#### DIRECTIONS:
Examine each line of the data. Copy those that contain the string "ЛЕНИНА".

#### DATASET ENTRIES:
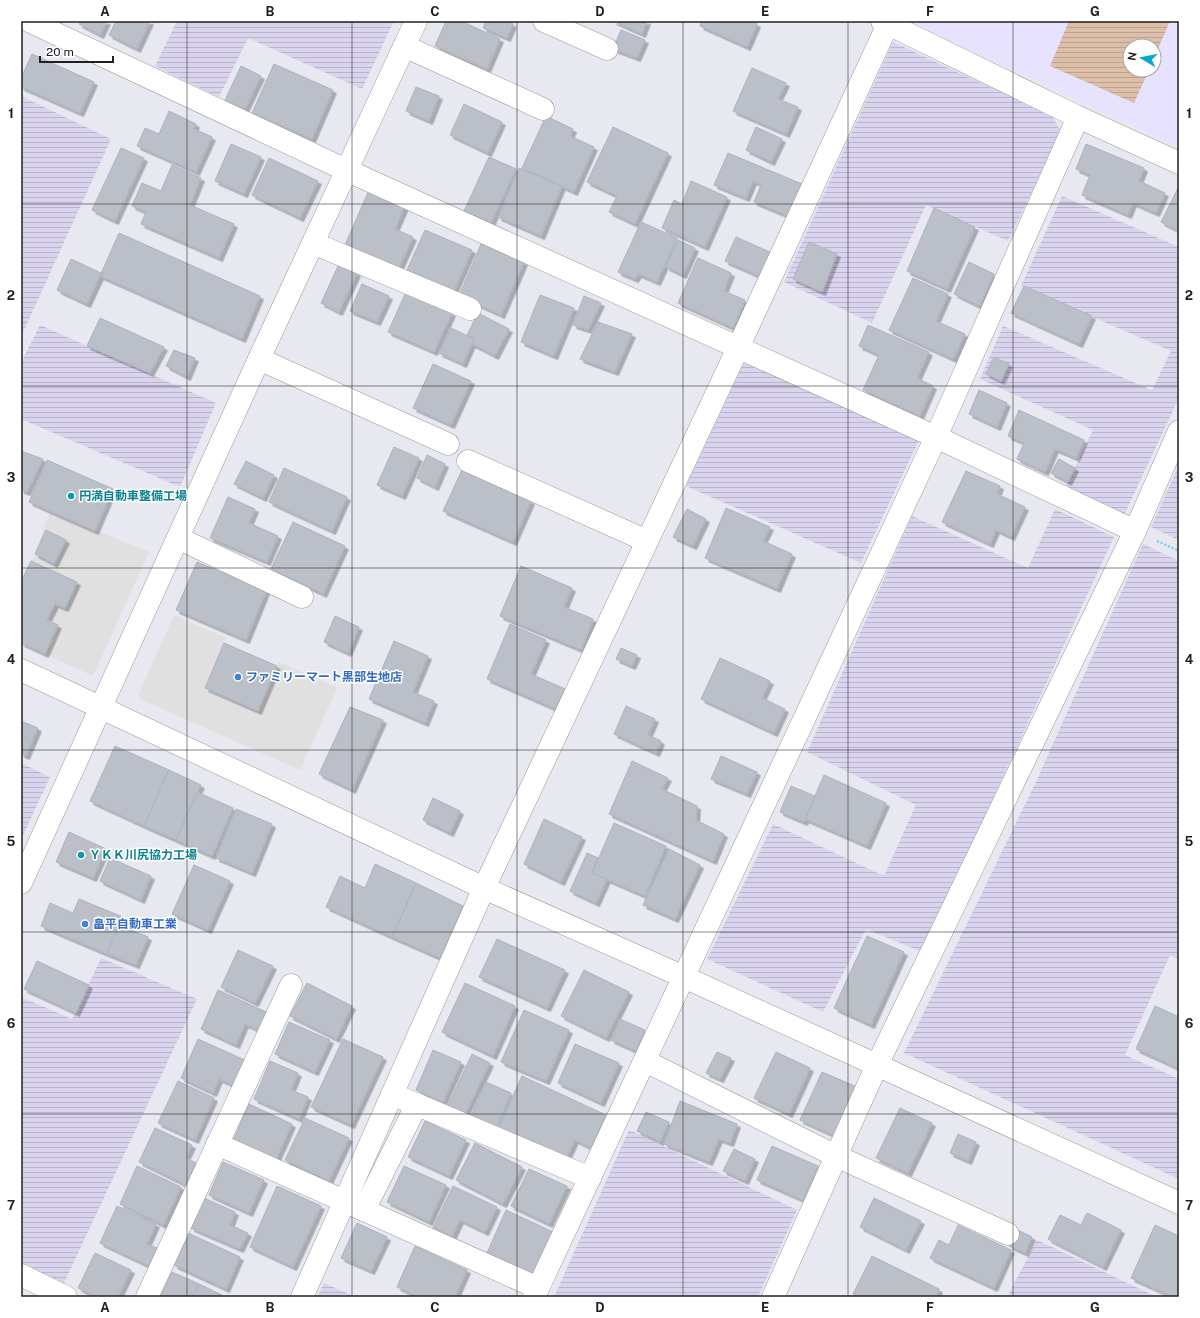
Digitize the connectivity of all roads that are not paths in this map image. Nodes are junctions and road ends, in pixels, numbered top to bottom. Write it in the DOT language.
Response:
graph roads {
  1 [pos="29,21"];
  2 [pos="416,21"];
  3 [pos="544,21"];
  4 [pos="885,22"];
  5 [pos="404,46"];
  6 [pos="607,49"];
  7 [pos="543,109"];
  8 [pos="1078,117"];
  9 [pos="1179,163"];
  10 [pos="346,170"];
  11 [pos="313,243"];
  12 [pos="470,309"];
  13 [pos="738,348"];
  14 [pos="259,359"];
  15 [pos="1179,431"];
  16 [pos="936,437"];
  17 [pos="448,444"];
  18 [pos="468,461"];
  19 [pos="1134,530"];
  20 [pos="178,538"];
  21 [pos="647,541"];
  22 [pos="302,597"];
  23 [pos="21,670"];
  24 [pos="100,707"];
  25 [pos="21,883"];
  26 [pos="484,888"];
  27 [pos="684,977"];
  28 [pos="291,985"];
  29 [pos="645,1061"];
  30 [pos="877,1065"];
  31 [pos="392,1094"];
  32 [pos="416,1104"];
  33 [pos="217,1144"];
  34 [pos="836,1156"];
  35 [pos="590,1178"];
  36 [pos="345,1201"];
  37 [pos="1179,1203"];
  38 [pos="364,1210"];
  39 [pos="1008,1234"];
  40 [pos="21,1275"];
  41 [pos="536,1293"];
  42 [pos="66,1297"];
  43 [pos="147,1297"];
  44 [pos="302,1297"];
  45 [pos="773,1297"];
  1 -- 10 [label="street"];
  2 -- 5 [label="street"];
  3 -- 6 [label="street"];
  4 -- 8 [label="street"];
  4 -- 13 [label="street"];
  5 -- 7 [label="street"];
  5 -- 10 [label="street"];
  8 -- 9 [label="street"];
  8 -- 16 [label="street"];
  10 -- 11 [label="street"];
  10 -- 13 [label="street"];
  11 -- 12 [label="street"];
  11 -- 14 [label="street"];
  13 -- 16 [label="street"];
  13 -- 21 [label="street"];
  14 -- 17 [label="street"];
  14 -- 20 [label="street"];
  15 -- 19 [label="street"];
  16 -- 19 [label="street"];
  16 -- 27 [label="street"];
  18 -- 21 [label="street"];
  19 -- 30 [label="street"];
  20 -- 22 [label="street"];
  20 -- 24 [label="street"];
  21 -- 26 [label="street"];
  23 -- 24 [label="street"];
  24 -- 25 [label="street"];
  24 -- 26 [label="street"];
  26 -- 27 [label="street"];
  26 -- 31 [label="street"];
  27 -- 29 [label="street"];
  27 -- 30 [label="street"];
  28 -- 33 [label="street"];
  29 -- 34 [label="street"];
  29 -- 35 [label="street"];
  30 -- 34 [label="street"];
  30 -- 37 [label="street"];
  31 -- 32 [label="street"];
  31 -- 36 [label="street"];
  32 -- 35 [label="street"];
  32 -- 38 [label="street"];
  33 -- 36 [label="street"];
  33 -- 43 [label="street"];
  34 -- 39 [label="street"];
  34 -- 45 [label="street"];
  35 -- 41 [label="street"];
  36 -- 38 [label="street"];
  36 -- 44 [label="street"];
  38 -- 41 [label="street"];
  40 -- 42 [label="street"];
}
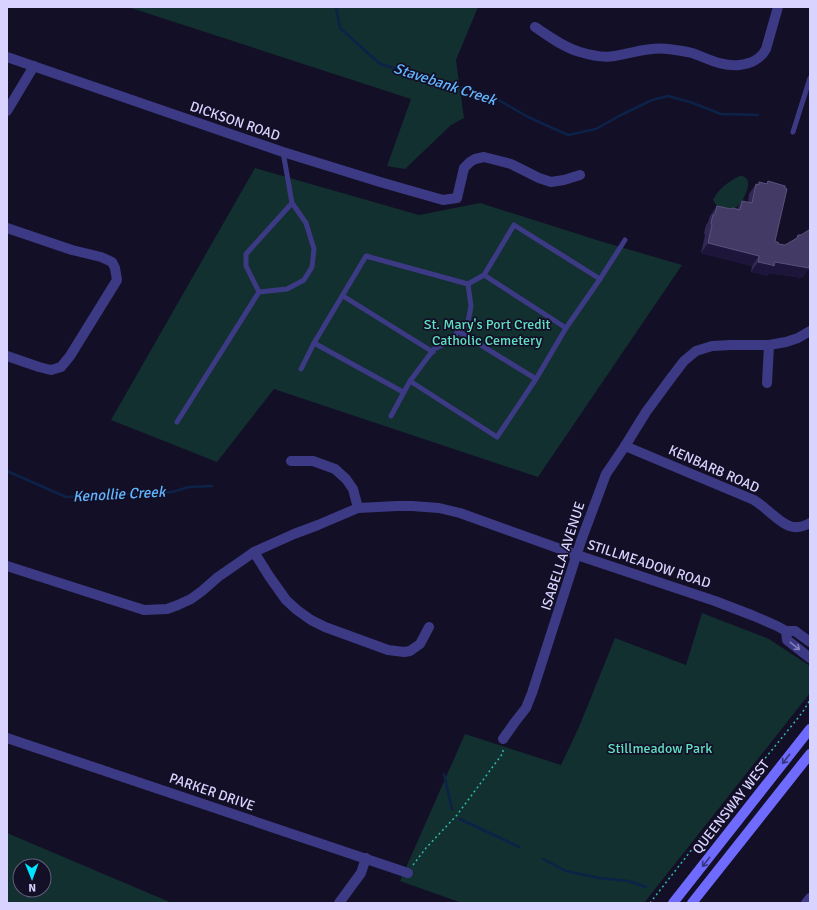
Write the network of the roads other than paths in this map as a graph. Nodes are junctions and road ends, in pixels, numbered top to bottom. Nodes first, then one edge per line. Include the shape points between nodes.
1 (778, 7) edge
2 (535, 26) dead end
3 (7, 57) edge
4 (34, 66) junction
5 (810, 78) edge
6 (7, 110) edge
7 (793, 132) dead end
8 (283, 152) junction
9 (580, 175) dead end
10 (292, 204) junction
11 (7, 228) edge
12 (625, 240) dead end
13 (484, 275) junction
14 (600, 279) junction
15 (468, 284) junction
16 (258, 292) junction
17 (342, 296) junction
18 (566, 328) junction
19 (458, 331) junction
20 (810, 331) edge
21 (314, 343) junction
22 (769, 345) junction
23 (432, 352) junction
24 (7, 356) edge
25 (301, 369) dead end
26 (536, 379) junction
27 (410, 381) junction
28 (767, 383) dead end
29 (403, 392) junction
30 (390, 416) dead end
31 (177, 422) dead end
32 (625, 446) junction
33 (291, 461) dead end
34 (358, 508) junction
35 (810, 523) edge
36 (254, 552) junction
37 (577, 555) junction
38 (7, 566) edge
39 (429, 627) dead end
40 (786, 631) junction
41 (810, 642) edge
42 (810, 658) edge
43 (810, 729) edge
44 (7, 738) edge
45 (503, 739) road end
46 (810, 754) edge
47 (366, 858) junction
48 (408, 873) road end
49 (810, 898) edge
50 (338, 903) edge
51 (673, 903) edge
52 (692, 903) edge
53 (806, 903) edge

1 - 2 street via 764,53 752,62 737,66 666,49 642,50 612,56 592,55 571,49
3 - 4 street, DICKSON ROAD
4 - 6 street
4 - 8 street, DICKSON ROAD
5 - 7 lane
8 - 9 street, DICKSON ROAD via 443,200 457,198 464,168 475,159 484,157 511,164 551,182
8 - 10 lane
10 - 16 lane via 246,254 246,266
10 - 16 lane via 306,223 314,249 312,267 304,280 287,289
11 - 24 street via 112,262 117,280 61,367 50,370
12 - 14 lane
13 - 14 lane via 514,225
13 - 15 lane
13 - 18 lane
14 - 18 lane
15 - 17 lane via 366,256
15 - 19 lane via 472,306 468,322
16 - 31 lane
17 - 21 lane
17 - 23 lane
18 - 26 lane
19 - 23 lane via 451,341 434,348
19 - 26 lane
20 - 22 street, ISABELLA AVENUE via 798,338
21 - 25 lane
21 - 29 lane
22 - 28 street
22 - 32 street, ISABELLA AVENUE via 712,346 696,351 684,361 671,378
23 - 27 lane
26 - 27 lane via 497,437
27 - 29 lane
29 - 30 lane
32 - 35 street, KENBARB ROAD via 754,500 785,524 804,527
32 - 37 street, ISABELLA AVENUE via 606,474
33 - 34 street via 313,461 335,469 353,489
34 - 36 street, STILLMEADOW ROAD
34 - 37 street, STILLMEADOW ROAD via 439,508 460,513
36 - 38 street, STILLMEADOW ROAD via 191,599 167,609 144,610
36 - 39 street via 286,600 311,620 325,627 388,650 404,652 420,644
37 - 40 street, STILLMEADOW ROAD via 714,601
37 - 45 street, ISABELLA AVENUE via 526,708
40 - 41 street, STILLMEADOW ROAD via 795,631
40 -> 42 street via 787,640
43 -> 51 main road, QUEENSWAY WEST
44 - 47 street, PARKER DRIVE
46 - 52 main road, QUEENSWAY WEST
47 - 48 street, PARKER DRIVE
47 - 50 street via 361,873
49 - 53 street

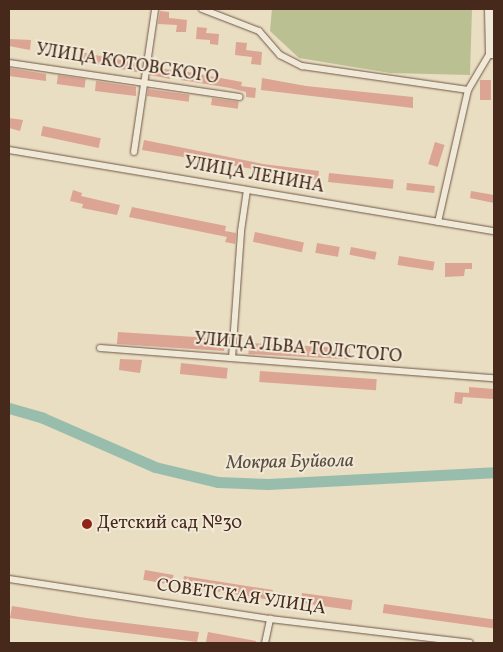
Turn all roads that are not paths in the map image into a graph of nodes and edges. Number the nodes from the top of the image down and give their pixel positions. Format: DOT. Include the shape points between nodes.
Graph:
graph roads {
  1 [pos="155,9"];
  2 [pos="202,9"];
  3 [pos="489,9"];
  4 [pos="492,53"];
  5 [pos="9,62"];
  6 [pos="142,83"];
  7 [pos="468,90"];
  8 [pos="240,97"];
  9 [pos="9,150"];
  10 [pos="134,152"];
  11 [pos="247,190"];
  12 [pos="438,222"];
  13 [pos="494,231"];
  14 [pos="100,348"];
  15 [pos="232,358"];
  16 [pos="494,378"];
  17 [pos="9,579"];
  18 [pos="270,619"];
  19 [pos="265,643"];
  20 [pos="470,643"];
  1 -- 6 [label="street"];
  2 -- 7 [label="street" via="259,31 280,54 302,66"];
  3 -- 4 [label="main road"];
  4 -- 7 [label="street"];
  5 -- 6 [label="street, УЛИЦА КОТОВСКОГО"];
  6 -- 8 [label="street, УЛИЦА КОТОВСКОГО"];
  6 -- 10 [label="street"];
  7 -- 12 [label="street"];
  9 -- 11 [label="street, УЛИЦА ЛЕНИНА"];
  11 -- 12 [label="street, УЛИЦА ЛЕНИНА"];
  11 -- 15 [label="street"];
  12 -- 13 [label="street, УЛИЦА ЛЕНИНА"];
  14 -- 15 [label="street, УЛИЦА ЛЬВА ТОЛСТОГО"];
  15 -- 16 [label="street, УЛИЦА ЛЬВА ТОЛСТОГО"];
  17 -- 18 [label="street, СОВЕТСКАЯ УЛИЦА"];
  18 -- 19 [label="street"];
  18 -- 20 [label="street, СОВЕТСКАЯ УЛИЦА"];
}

#### SOLUTION TO THE EXERCISE:
  9 -- 11 [label="street, УЛИЦА ЛЕНИНА"];
  11 -- 12 [label="street, УЛИЦА ЛЕНИНА"];
  12 -- 13 [label="street, УЛИЦА ЛЕНИНА"];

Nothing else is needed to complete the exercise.